Data extracts section start

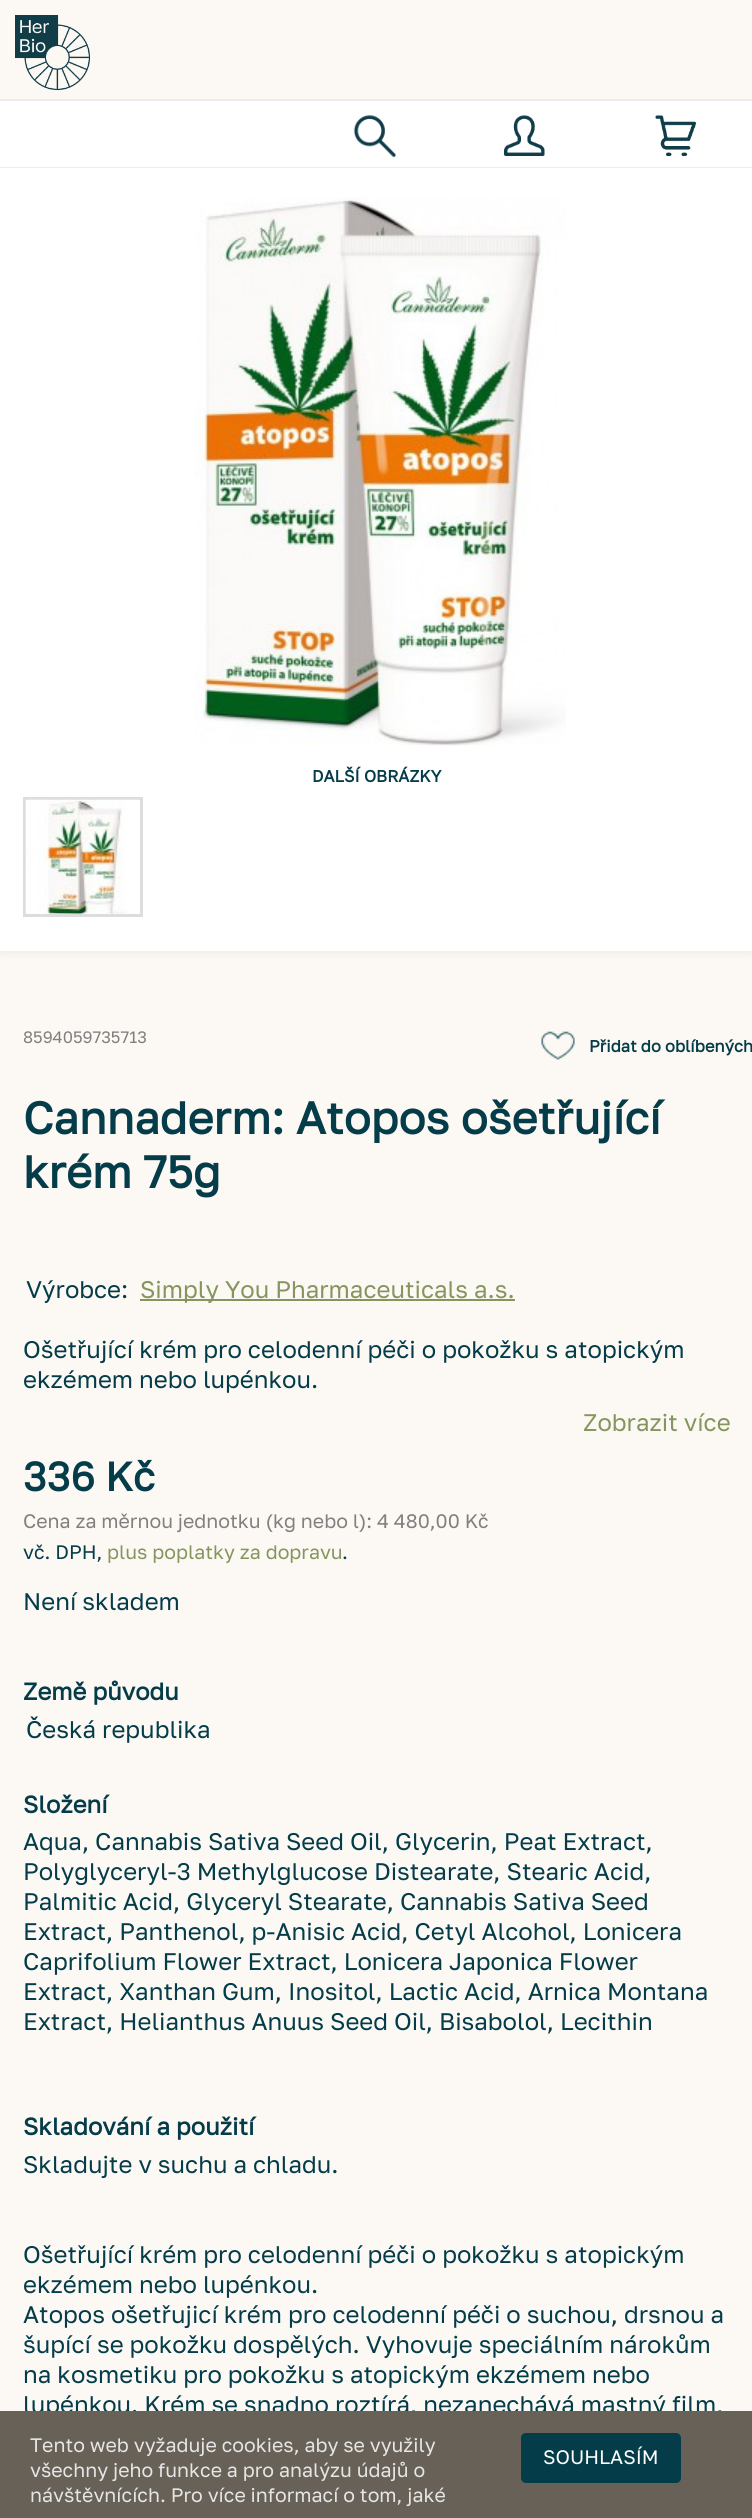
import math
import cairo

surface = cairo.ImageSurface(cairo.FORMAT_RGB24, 752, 2518)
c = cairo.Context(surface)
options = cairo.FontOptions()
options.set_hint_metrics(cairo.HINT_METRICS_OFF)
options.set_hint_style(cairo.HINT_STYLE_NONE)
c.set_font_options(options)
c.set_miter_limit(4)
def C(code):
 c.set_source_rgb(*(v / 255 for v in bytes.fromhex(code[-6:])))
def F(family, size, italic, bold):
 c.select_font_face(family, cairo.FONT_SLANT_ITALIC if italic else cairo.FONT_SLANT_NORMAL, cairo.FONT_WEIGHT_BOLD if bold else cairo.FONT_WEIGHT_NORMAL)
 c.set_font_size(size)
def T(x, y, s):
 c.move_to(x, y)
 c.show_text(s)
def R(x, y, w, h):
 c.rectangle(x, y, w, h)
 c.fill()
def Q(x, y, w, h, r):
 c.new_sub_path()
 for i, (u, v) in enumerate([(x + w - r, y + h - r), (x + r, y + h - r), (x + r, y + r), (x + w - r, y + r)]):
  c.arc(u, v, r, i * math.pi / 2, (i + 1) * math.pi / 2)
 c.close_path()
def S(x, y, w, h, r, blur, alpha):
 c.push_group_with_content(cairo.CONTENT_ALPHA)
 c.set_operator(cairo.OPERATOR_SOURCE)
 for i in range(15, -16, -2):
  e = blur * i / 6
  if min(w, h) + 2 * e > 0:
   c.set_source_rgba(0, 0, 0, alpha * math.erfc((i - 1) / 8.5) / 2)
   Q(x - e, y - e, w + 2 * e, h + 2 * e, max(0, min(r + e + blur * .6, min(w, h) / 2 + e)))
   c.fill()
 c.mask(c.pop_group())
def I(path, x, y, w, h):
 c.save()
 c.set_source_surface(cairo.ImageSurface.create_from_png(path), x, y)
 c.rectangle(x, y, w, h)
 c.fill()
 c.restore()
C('fcf9f4')
c.paint()
I('1.png',15,15,75,75)
C('ffffff')
R(0,101,752,66)
C('ededed')
R(0,99,752,2)
R(0,167,752,1)
I('2.png',353,115,43,43)
I('3.png',504,115,41,41)
I('4.png',655,115,41,41)
c.save()
c.rectangle(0,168,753,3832)
c.clip()
C('e9e6df')
S(0,168,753,783,0,6,1)
c.restore()
C('ffffff')
R(0,168,752,783)
I('5.png',195,197,371,549)
F('Golos Text',16.5,0,1)
C('043c49')
T(312,782,'DALŠÍ OBRÁZKY')
c.rectangle(24.5,798.5,117,117)
C('dddddd')
c.set_line_width(3)
c.stroke()
I('6.png',25,799,115,115)
F('Golos Text',16.5,0,0)
C('808080')
T(23,1043,'8594059735713')
I('7.png',541,1031,34,29)
F('Golos Text',16.5,0,1)
C('043c49')
T(589,1052,'Přidat do oblíbených')
F('Golos Text',45,0,1)
T(23,1134,'Cannaderm: Atopos ošetřující')
T(23,1188,'krém 75g')
F('Golos Text',24,0,0)
T(26,1298,'Výrobce:')
C('86955d')
R(140,1299,375,2)
T(140,1298,'Simply You Pharmaceuticals a.s.')
C('043c49')
T(23,1358,'Ošetřující krém pro celodenní péči o pokožku s atopickým')
T(23,1388,'ekzémem nebo lupénkou.')
C('86955d')
T(583,1431,'Zobrazit více')
F('Golos Text',40.5,0,1)
C('043c49')
T(23,1491,'336 Kč')
F('Golos Text',19.5,0,0)
C('808080')
T(23,1528,'Cena za měrnou jednotku (kg nebo l): 4 480,00 Kč')
C('043c49')
T(23,1559,'vč. DPH,')
C('86955d')
T(107,1559,'plus poplatky za dopravu')
C('043c49')
T(342,1559,'.')
F('Golos Text',24,0,0)
T(23,1610,'Není skladem')
F('Golos Text',24,0,1)
T(23,1700,'Země původu')
F('Golos Text',24,0,0)
T(26,1738,'Česká republika')
F('Golos Text',24,0,1)
T(23,1813,'Složení')
F('Golos Text',24,0,0)
T(23,1850,'Aqua, Cannabis Sativa Seed Oil, Glycerin, Peat Extract,')
T(23,1880,'Polyglyceryl-3 Methylglucose Distearate, Stearic Acid,')
T(23,1910,'Palmitic Acid, Glyceryl Stearate, Cannabis Sativa Seed')
T(23,1940,'Extract, Panthenol, p-Anisic Acid, Cetyl Alcohol, Lonicera')
T(23,1970,'Caprifolium Flower Extract, Lonicera Japonica Flower')
T(23,2000,'Extract, Xanthan Gum, Inositol, Lactic Acid, Arnica Montana')
T(23,2030,'Extract, Helianthus Anuus Seed Oil, Bisabolol, Lecithin')
F('Golos Text',24,0,1)
T(23,2135,'Skladování a použití')
F('Golos Text',24,0,0)
T(23,2173,'Skladujte v suchu a chladu.')
T(23,2263,'Ošetřující krém pro celodenní péči o pokožku s atopickým')
T(23,2293,'ekzémem nebo lupénkou.')
T(23,2323,'Atopos ošetřujicí krém pro celodenní péči o suchou, drsnou a')
T(23,2353,'šupící se pokožku dospělých. Vyhovuje speciálním nárokům')
T(23,2383,'na kosmetiku pro pokožku s atopickým ekzémem nebo')
T(23,2413,'lupénkou. Krém se snadno roztírá, nezanechává mastný film,')
C('676157')
R(0,2411,752,107)
F('Golos Text',19.5,0,0)
C('e6e6e6')
T(30,2452,'Tento web vyžaduje cookies, aby se využily')
T(30,2477,'všechny jeho funkce a pro analýzu údajů o')
T(30,2502,'návštěvnících. Pro více informací o tom, jaké')
C('043c49')
Q(521,2433,160,50,5)
c.fill()
C('ffffff')
T(543,2464,'SOUHLASÍM')
surface.write_to_png('o.png')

Data extracts section end

The task
From the records above, return each line that has the string "ImageSurface".

Answer space
surface = cairo.ImageSurface(cairo.FORMAT_RGB24, 752, 2518)
 c.set_source_surface(cairo.ImageSurface.create_from_png(path), x, y)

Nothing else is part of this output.